▸ **TASK TO CARRY OUT**
Copy each line below as it stands, but skip any picture it contains.
%%
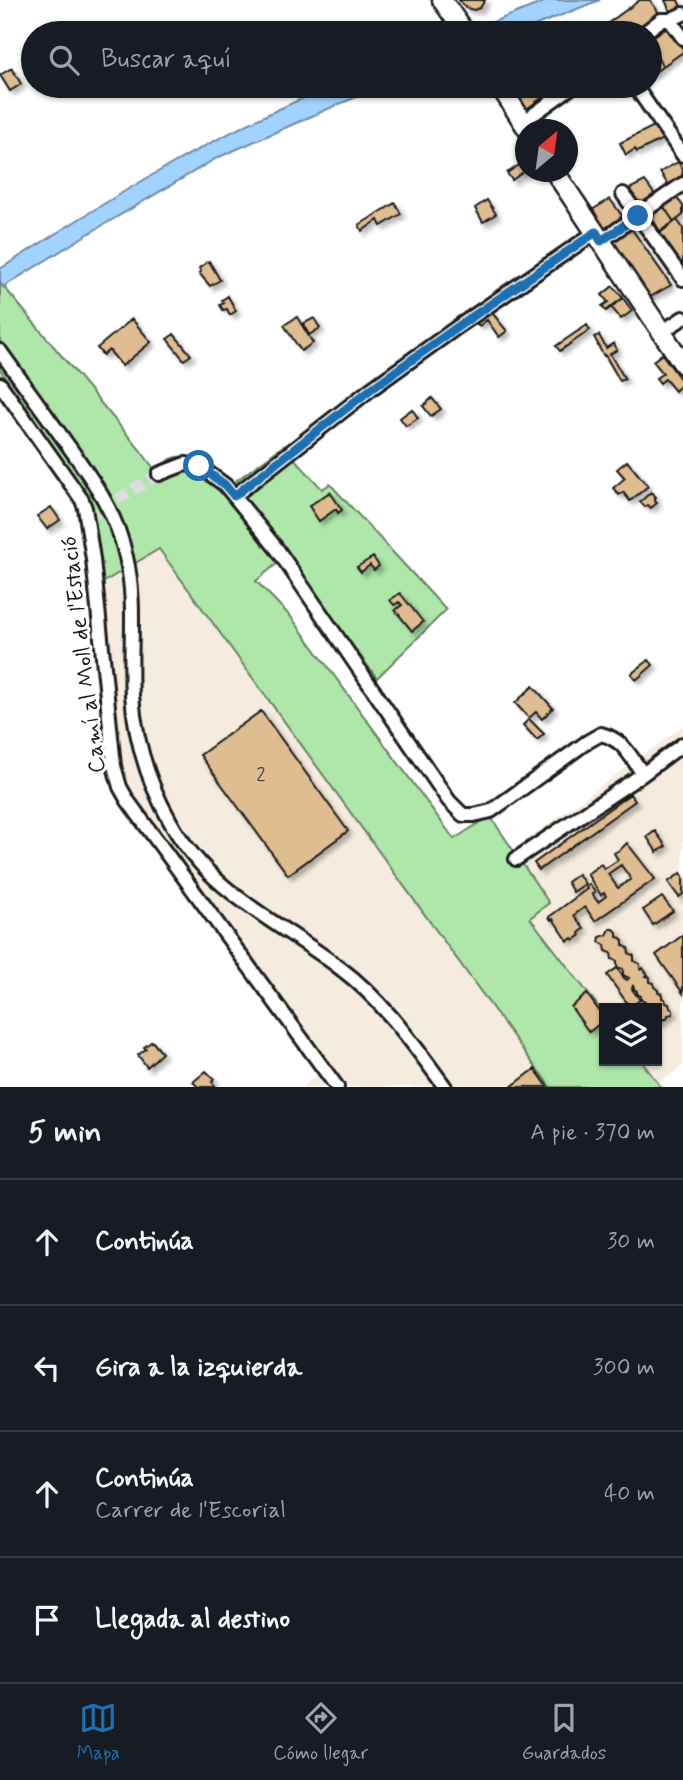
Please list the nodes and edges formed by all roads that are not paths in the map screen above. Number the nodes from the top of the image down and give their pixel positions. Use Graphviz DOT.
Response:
graph roads {
  1 [pos="446,4"];
  2 [pos="683,14"];
  3 [pos="670,20"];
  4 [pos="457,21"];
  5 [pos="660,21"];
  6 [pos="683,38"];
  7 [pos="507,98"];
  8 [pos="559,98"];
  9 [pos="643,98"];
  10 [pos="521,119"];
  11 [pos="534,119"];
  12 [pos="683,155"];
  13 [pos="562,182"];
  14 [pos="683,184"];
  15 [pos="623,194"];
  16 [pos="638,216"];
  17 [pos="599,237"];
  18 [pos="683,279"];
  19 [pos="683,318"];
  20 [pos="662,332"];
  21 [pos="0,351"];
  22 [pos="683,364"];
  23 [pos="0,383"];
  24 [pos="159,474"];
  25 [pos="234,496"];
  26 [pos="683,744"];
  27 [pos="643,774"];
  28 [pos="516,859"];
  29 [pos="337,1087"];
  30 [pos="444,1087"];
  1 -- 4 [label="street"];
  2 -- 3 [label="street"];
  3 -- 5 [label="street"];
  3 -- 6 [label="street"];
  7 -- 10 [label="street"];
  8 -- 11 [label="street"];
  9 -- 12 [label="street"];
  13 -- 17 [label="street"];
  14 -- 16 [label="street"];
  15 -- 16 [label="street"];
  16 -- 17 [label="street"];
  16 -- 18 [label="street"];
  17 -- 20 [label="street"];
  17 -- 25 [label="street"];
  19 -- 20 [label="street"];
  20 -- 22 [label="street"];
  21 -- 30 [label="street"];
  23 -- 29 [label="street, Camí al Moll de l'Estació"];
  24 -- 25 [label="street"];
  25 -- 27 [label="street"];
  26 -- 27 [label="street"];
  27 -- 28 [label="street"];
}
%%
▸ **SOLVED EXERCISE**
Please list the nodes and edges formed by all roads that are not paths in the map screen above. Number the nodes from the top of the image down and give their pixel positions. Use Graphviz DOT.
Response:
graph roads {
  1 [pos="446,4"];
  2 [pos="683,14"];
  3 [pos="670,20"];
  4 [pos="457,21"];
  5 [pos="660,21"];
  6 [pos="683,38"];
  7 [pos="507,98"];
  8 [pos="559,98"];
  9 [pos="643,98"];
  10 [pos="521,119"];
  11 [pos="534,119"];
  12 [pos="683,155"];
  13 [pos="562,182"];
  14 [pos="683,184"];
  15 [pos="623,194"];
  16 [pos="638,216"];
  17 [pos="599,237"];
  18 [pos="683,279"];
  19 [pos="683,318"];
  20 [pos="662,332"];
  21 [pos="0,351"];
  22 [pos="683,364"];
  23 [pos="0,383"];
  24 [pos="159,474"];
  25 [pos="234,496"];
  26 [pos="683,744"];
  27 [pos="643,774"];
  28 [pos="516,859"];
  29 [pos="337,1087"];
  30 [pos="444,1087"];
  1 -- 4 [label="street"];
  2 -- 3 [label="street"];
  3 -- 5 [label="street"];
  3 -- 6 [label="street"];
  7 -- 10 [label="street"];
  8 -- 11 [label="street"];
  9 -- 12 [label="street"];
  13 -- 17 [label="street"];
  14 -- 16 [label="street"];
  15 -- 16 [label="street"];
  16 -- 17 [label="street"];
  16 -- 18 [label="street"];
  17 -- 20 [label="street"];
  17 -- 25 [label="street"];
  19 -- 20 [label="street"];
  20 -- 22 [label="street"];
  21 -- 30 [label="street"];
  23 -- 29 [label="street, Camí al Moll de l'Estació"];
  24 -- 25 [label="street"];
  25 -- 27 [label="street"];
  26 -- 27 [label="street"];
  27 -- 28 [label="street"];
}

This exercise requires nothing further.